In line with this, the recruitment web page clearly said the study was about prevention, but then mentions participants will be 3-9 months since diagnosed with c-19 (so the extended timeframe, no "small steps"), and the questionaire used to see if you might be eligible for participation uses 3-12 months (the "unlikely" scenario). So they recruited for participation assessment in the extended timeframes.
Still, Knoop was sure he would be able to make 114 when he submitted his project plan, so with the stream of self-registers, quickly filling up the study, I reckon it should not have been difficult to get to 114 3-6month patients out of 721 assessments, no? Why was extension necessary for feasability when he says he was swimming in possible participants, "I have never seen a study fill up so quickly."?
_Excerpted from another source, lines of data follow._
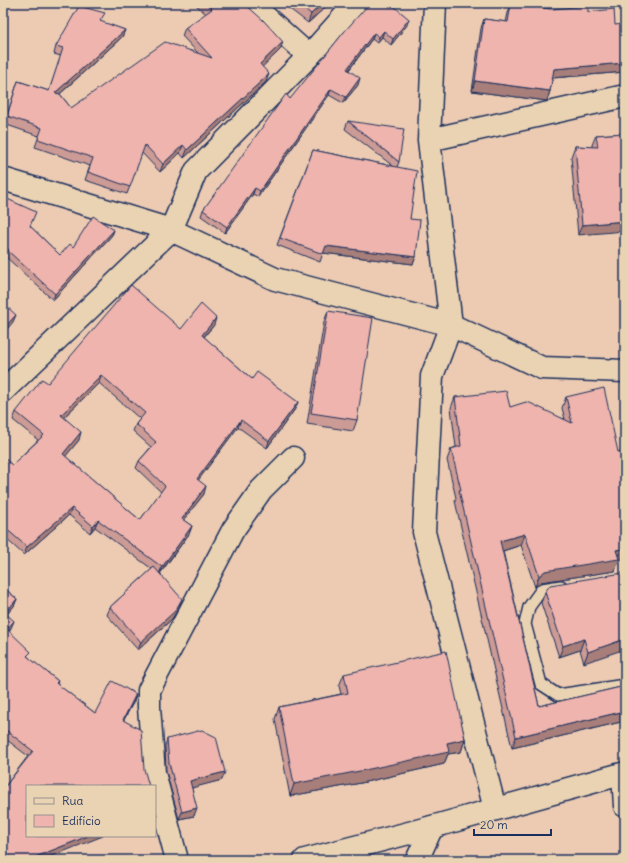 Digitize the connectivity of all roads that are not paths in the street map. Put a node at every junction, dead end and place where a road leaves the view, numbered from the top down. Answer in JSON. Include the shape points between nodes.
{"nodes":[{"id":1,"x":250,"y":3,"type":"edge"},
{"id":2,"x":356,"y":3,"type":"edge"},
{"id":3,"x":435,"y":3,"type":"edge"},
{"id":4,"x":309,"y":56,"type":"junction"},
{"id":5,"x":625,"y":96,"type":"edge"},
{"id":6,"x":429,"y":140,"type":"junction"},
{"id":7,"x":3,"y":179,"type":"edge"},
{"id":8,"x":171,"y":230,"type":"junction"},
{"id":9,"x":451,"y":325,"type":"junction"},
{"id":10,"x":625,"y":371,"type":"edge"},
{"id":11,"x":3,"y":391,"type":"edge"},
{"id":12,"x":294,"y":458,"type":"dead end"},
{"id":13,"x":572,"y":584,"type":"edge"},
{"id":14,"x":625,"y":685,"type":"edge"},
{"id":15,"x":624,"y":774,"type":"edge"},
{"id":16,"x":625,"y":806,"type":"edge"},
{"id":17,"x":495,"y":810,"type":"junction"},
{"id":18,"x":432,"y":827,"type":"junction"},
{"id":19,"x":420,"y":858,"type":"edge"},
{"id":20,"x":177,"y":860,"type":"edge"},
{"id":21,"x":305,"y":860,"type":"edge"}],
"edges":[{"from":1,"to":4,"type":"street"},
{"from":2,"to":4,"type":"street"},
{"from":3,"to":6,"type":"street"},
{"from":4,"to":8,"type":"street","via":[[196,171]]},
{"from":5,"to":6,"type":"street"},
{"from":6,"to":9,"type":"street"},
{"from":7,"to":8,"type":"street"},
{"from":8,"to":9,"type":"street","via":[[275,279]]},
{"from":8,"to":11,"type":"street"},
{"from":9,"to":10,"type":"street","via":[[542,368]]},
{"from":9,"to":17,"type":"street","via":[[432,376],[424,532]]},
{"from":12,"to":20,"type":"street","via":[[261,490],[233,530],[149,690],[154,773]]},
{"from":13,"to":14,"type":"lane","via":[[542,589],[529,607],[525,624],[541,684],[558,695]]},
{"from":15,"to":16,"type":"street"},
{"from":15,"to":17,"type":"street"},
{"from":17,"to":18,"type":"street"},
{"from":18,"to":19,"type":"street"},
{"from":18,"to":21,"type":"street"}]} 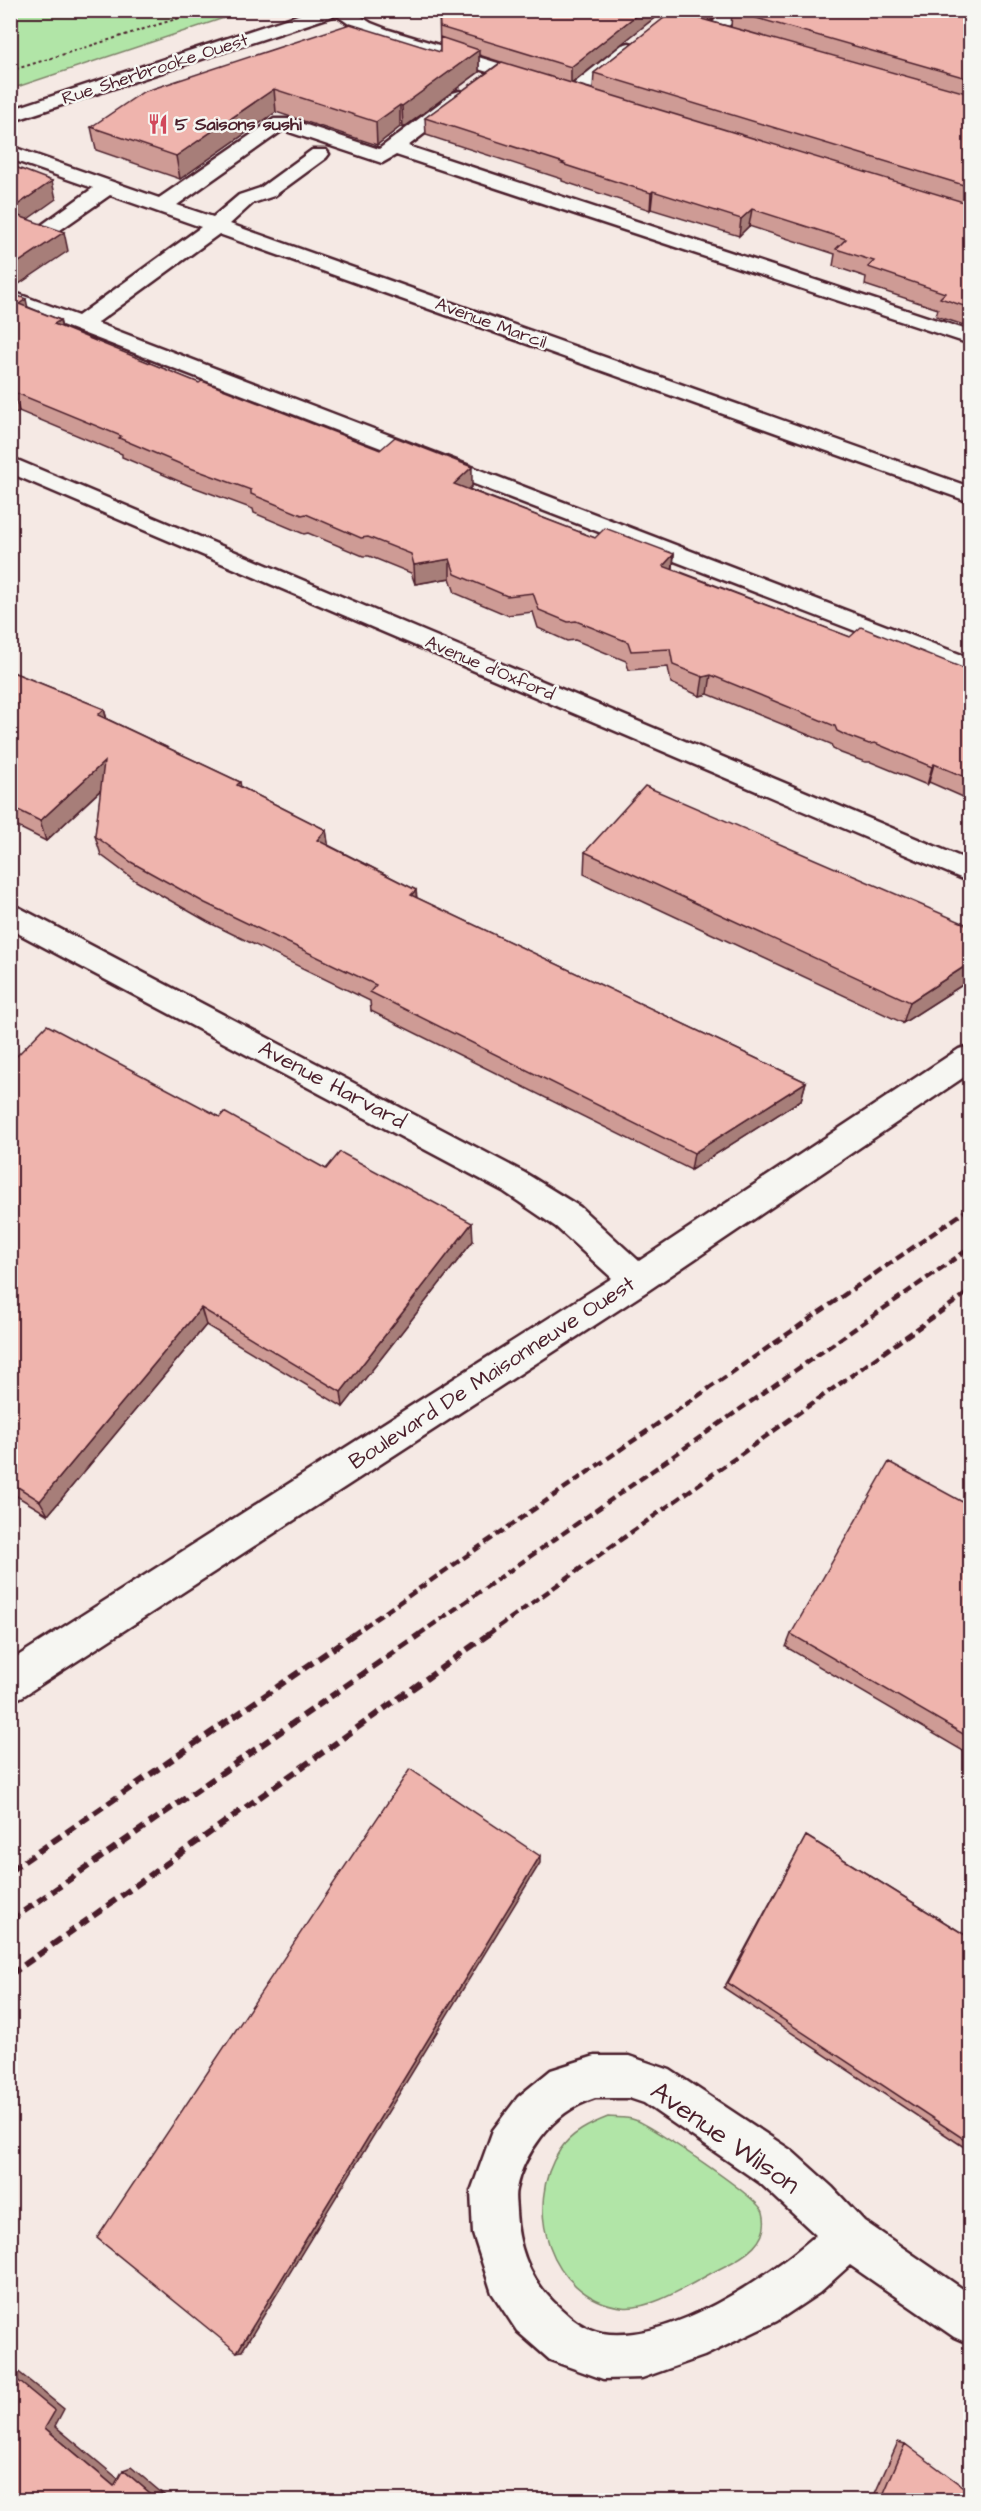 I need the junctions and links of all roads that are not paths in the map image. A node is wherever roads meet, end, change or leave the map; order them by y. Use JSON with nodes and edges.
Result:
{"nodes":[{"id":1,"x":333,"y":10,"type":"edge"},
{"id":2,"x":339,"y":10,"type":"edge"},
{"id":3,"x":738,"y":10,"type":"edge"},
{"id":4,"x":690,"y":24,"type":"edge"},
{"id":5,"x":712,"y":31,"type":"junction"},
{"id":6,"x":735,"y":37,"type":"edge"},
{"id":7,"x":641,"y":40,"type":"edge"},
{"id":8,"x":498,"y":69,"type":"junction"},
{"id":9,"x":574,"y":93,"type":"junction"},
{"id":10,"x":596,"y":100,"type":"edge"},
{"id":11,"x":10,"y":116,"type":"edge"},
{"id":12,"x":393,"y":148,"type":"junction"},
{"id":13,"x":10,"y":152,"type":"edge"},
{"id":14,"x":320,"y":154,"type":"dead end"},
{"id":15,"x":108,"y":187,"type":"junction"},
{"id":16,"x":162,"y":206,"type":"junction"},
{"id":17,"x":218,"y":226,"type":"junction"},
{"id":18,"x":43,"y":233,"type":"edge"},
{"id":19,"x":10,"y":297,"type":"edge"},
{"id":20,"x":82,"y":323,"type":"junction"},
{"id":21,"x":970,"y":338,"type":"edge"},
{"id":22,"x":10,"y":464,"type":"edge"},
{"id":23,"x":970,"y":495,"type":"edge"},
{"id":24,"x":970,"y":667,"type":"edge"},
{"id":25,"x":970,"y":872,"type":"edge"},
{"id":26,"x":10,"y":916,"type":"edge"},
{"id":27,"x":970,"y":1058,"type":"edge"},
{"id":28,"x":637,"y":1280,"type":"junction"},
{"id":29,"x":10,"y":1683,"type":"edge"},
{"id":30,"x":848,"y":2236,"type":"junction"},
{"id":31,"x":970,"y":2321,"type":"edge"}],
"edges":[{"from":1,"to":11,"type":"street","name":"Rue Sherbrooke Ouest"},
{"from":2,"to":8,"type":"street"},
{"from":3,"to":5,"type":"street"},
{"from":4,"to":5,"type":"street"},
{"from":5,"to":6,"type":"street"},
{"from":7,"to":9,"type":"street"},
{"from":8,"to":9,"type":"street"},
{"from":8,"to":12,"type":"street"},
{"from":9,"to":10,"type":"street"},
{"from":12,"to":16,"type":"street"},
{"from":12,"to":21,"type":"street"},
{"from":13,"to":15,"type":"street","name":"Avenue Marcil"},
{"from":14,"to":17,"type":"street"},
{"from":15,"to":16,"type":"street","name":"Avenue Marcil"},
{"from":15,"to":18,"type":"street"},
{"from":16,"to":17,"type":"street","name":"Avenue Marcil"},
{"from":17,"to":20,"type":"street"},
{"from":17,"to":23,"type":"street","name":"Avenue Marcil"},
{"from":19,"to":20,"type":"street"},
{"from":20,"to":24,"type":"street"},
{"from":22,"to":25,"type":"street","name":"Avenue d'Oxford"},
{"from":26,"to":28,"type":"street","name":"Avenue Harvard"},
{"from":27,"to":28,"type":"street","name":"Boulevard De Maisonneuve Ouest"},
{"from":28,"to":29,"type":"street","name":"Boulevard De Maisonneuve Ouest"},
{"from":30,"to":30,"type":"street","name":"Avenue Wilson"},
{"from":30,"to":31,"type":"street","name":"Avenue Wilson"}]}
This project went from being about prevention (what they got the grant for, it was a special study making use of an "unique opportunity"), to being about prevention while participants were already well into the phase where their "fatigue" was deemed chronic by the researchers themselves (Schrödingers cat has a rival, Knoop's chronic fatigue- It's both preventable and already chronic), to not being about prevention at all but about up-to-12-month fatigued patients being "less severely fatigued" after CBT.
Have a look at how ZonMW spells her last name, that pretty much sums up that study…
That makes it a bit more complicated, I think. The conflict of interest would be more apparent if it were an independent business than if it's part of their responsibilities as university employees. Hm.